____ Material to process
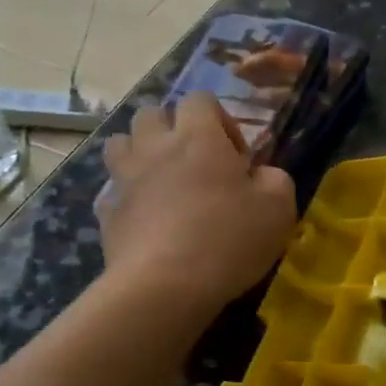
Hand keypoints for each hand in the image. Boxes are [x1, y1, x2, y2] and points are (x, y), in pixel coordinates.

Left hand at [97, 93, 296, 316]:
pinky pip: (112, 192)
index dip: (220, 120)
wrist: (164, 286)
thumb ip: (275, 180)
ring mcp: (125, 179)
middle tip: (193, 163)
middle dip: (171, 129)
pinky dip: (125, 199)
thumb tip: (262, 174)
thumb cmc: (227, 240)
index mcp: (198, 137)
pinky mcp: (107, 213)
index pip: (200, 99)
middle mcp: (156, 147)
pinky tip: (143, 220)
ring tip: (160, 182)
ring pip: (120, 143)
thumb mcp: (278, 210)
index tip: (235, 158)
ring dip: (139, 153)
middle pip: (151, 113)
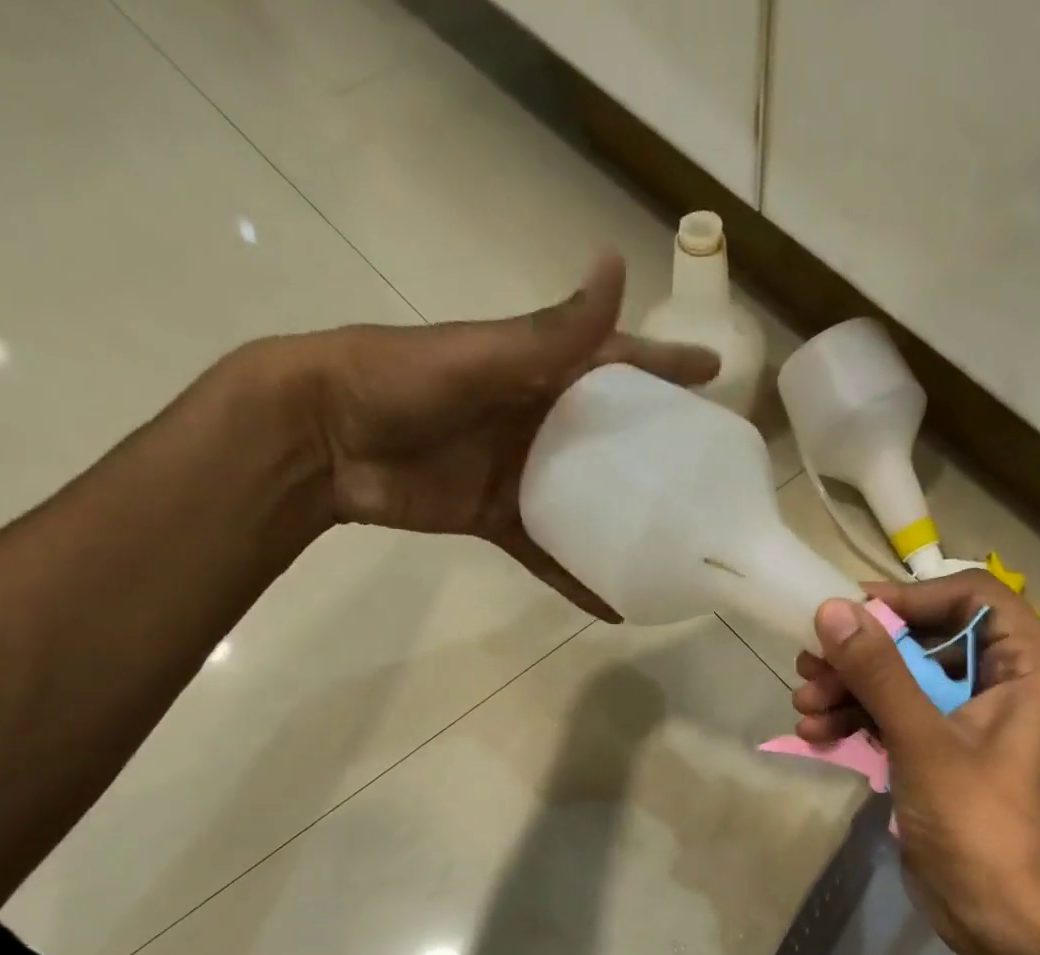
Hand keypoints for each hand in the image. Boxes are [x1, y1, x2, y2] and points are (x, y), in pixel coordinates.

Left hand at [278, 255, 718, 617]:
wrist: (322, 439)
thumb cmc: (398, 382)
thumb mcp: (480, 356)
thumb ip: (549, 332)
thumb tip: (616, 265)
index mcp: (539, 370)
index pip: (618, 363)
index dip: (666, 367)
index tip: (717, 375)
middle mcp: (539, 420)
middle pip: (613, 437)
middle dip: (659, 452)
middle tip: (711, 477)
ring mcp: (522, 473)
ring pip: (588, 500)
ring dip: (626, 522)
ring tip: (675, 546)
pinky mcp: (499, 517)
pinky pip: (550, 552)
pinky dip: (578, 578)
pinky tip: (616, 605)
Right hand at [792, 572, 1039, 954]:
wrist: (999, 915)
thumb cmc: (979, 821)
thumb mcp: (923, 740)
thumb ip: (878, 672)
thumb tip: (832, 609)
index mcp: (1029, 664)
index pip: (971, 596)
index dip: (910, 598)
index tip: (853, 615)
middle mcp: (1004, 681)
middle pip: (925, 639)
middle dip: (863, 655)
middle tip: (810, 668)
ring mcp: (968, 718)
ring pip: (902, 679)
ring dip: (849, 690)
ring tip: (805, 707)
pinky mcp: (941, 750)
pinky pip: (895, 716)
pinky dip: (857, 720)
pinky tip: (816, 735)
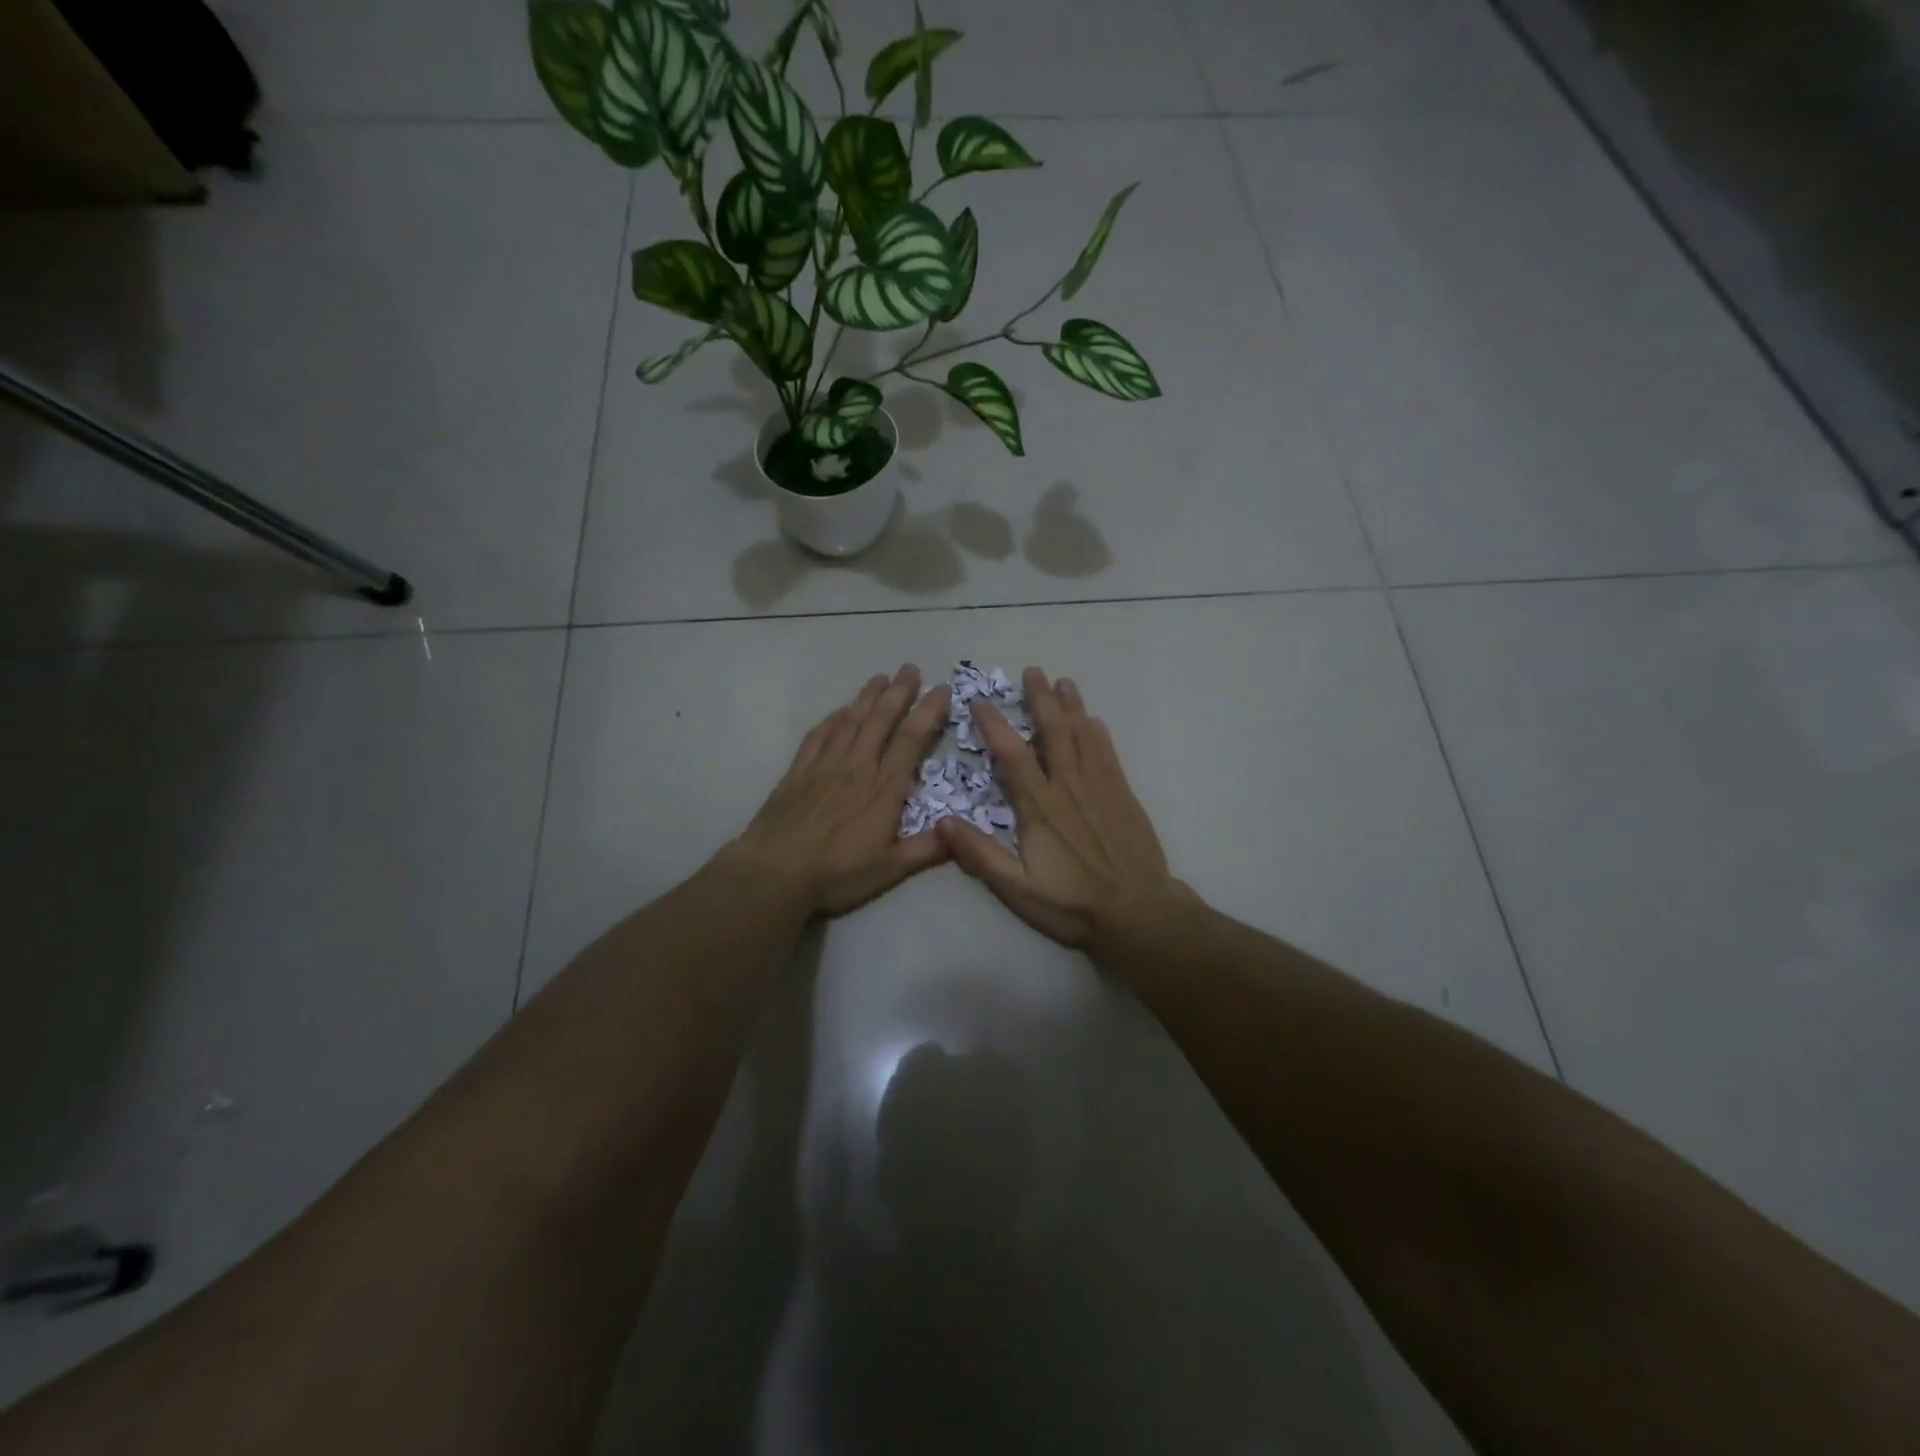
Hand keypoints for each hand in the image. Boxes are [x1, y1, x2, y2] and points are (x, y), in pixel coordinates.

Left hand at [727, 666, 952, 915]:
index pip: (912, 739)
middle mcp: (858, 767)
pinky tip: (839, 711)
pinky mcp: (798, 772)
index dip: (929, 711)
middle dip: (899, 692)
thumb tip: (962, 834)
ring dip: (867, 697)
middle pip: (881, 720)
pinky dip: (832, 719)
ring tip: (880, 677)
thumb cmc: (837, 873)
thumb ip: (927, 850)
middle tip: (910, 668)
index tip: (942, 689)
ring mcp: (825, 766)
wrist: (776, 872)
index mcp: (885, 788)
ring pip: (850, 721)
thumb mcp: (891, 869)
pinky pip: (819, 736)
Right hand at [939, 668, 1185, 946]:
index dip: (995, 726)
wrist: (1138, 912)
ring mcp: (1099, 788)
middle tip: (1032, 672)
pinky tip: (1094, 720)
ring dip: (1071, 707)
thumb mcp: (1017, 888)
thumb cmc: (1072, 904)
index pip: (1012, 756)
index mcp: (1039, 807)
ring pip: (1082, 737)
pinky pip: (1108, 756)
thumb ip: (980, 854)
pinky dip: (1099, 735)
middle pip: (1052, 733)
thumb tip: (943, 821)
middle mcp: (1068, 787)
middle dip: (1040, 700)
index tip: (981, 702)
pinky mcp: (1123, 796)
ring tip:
________
## Work item
For this exercise, reproduce exactly the lines of the records above from the one with "ring dip: (626, 522)" up to and including the one with "ring mcp: (825, 766)", without pictures.

## Answer area
ring dip: (626, 522)
ring tip: (675, 546)
pinky mcp: (499, 517)
pinky pip: (550, 552)
pinky dip: (578, 578)
pinky tip: (616, 605)
Right hand at [792, 572, 1039, 954]:
wrist: (999, 915)
thumb cmc: (979, 821)
thumb mcp: (923, 740)
thumb ip: (878, 672)
thumb tip: (832, 609)
index mcp: (1029, 664)
index pip: (971, 596)
index dip: (910, 598)
index tip: (853, 615)
middle mcp: (1004, 681)
middle pip: (925, 639)
middle dip: (863, 655)
middle tip: (810, 668)
ring mcp: (968, 718)
ring pip: (902, 679)
ring dip: (849, 690)
ring tip: (805, 707)
pinky mcp: (941, 750)
pinky pip: (895, 716)
pinky dip: (857, 720)
pinky tip: (816, 735)
Hand keypoints for each hand in the image. Boxes are [x1, y1, x2, y2] and points are (x, y), in pixel coordinates.

Left hand at [727, 666, 952, 915]:
index pip: (912, 739)
middle mcp: (858, 767)
pinky tip: (839, 711)
pinky mcp: (798, 772)
index dip: (929, 711)
middle dip: (899, 692)
thumb tip: (962, 834)
ring dip: (867, 697)
middle pip: (881, 720)
pinky dip: (832, 719)
ring tip: (880, 677)
thumb cmc: (837, 873)
thumb ip: (927, 850)
middle tip: (910, 668)
index tip: (942, 689)
ring mcp: (825, 766)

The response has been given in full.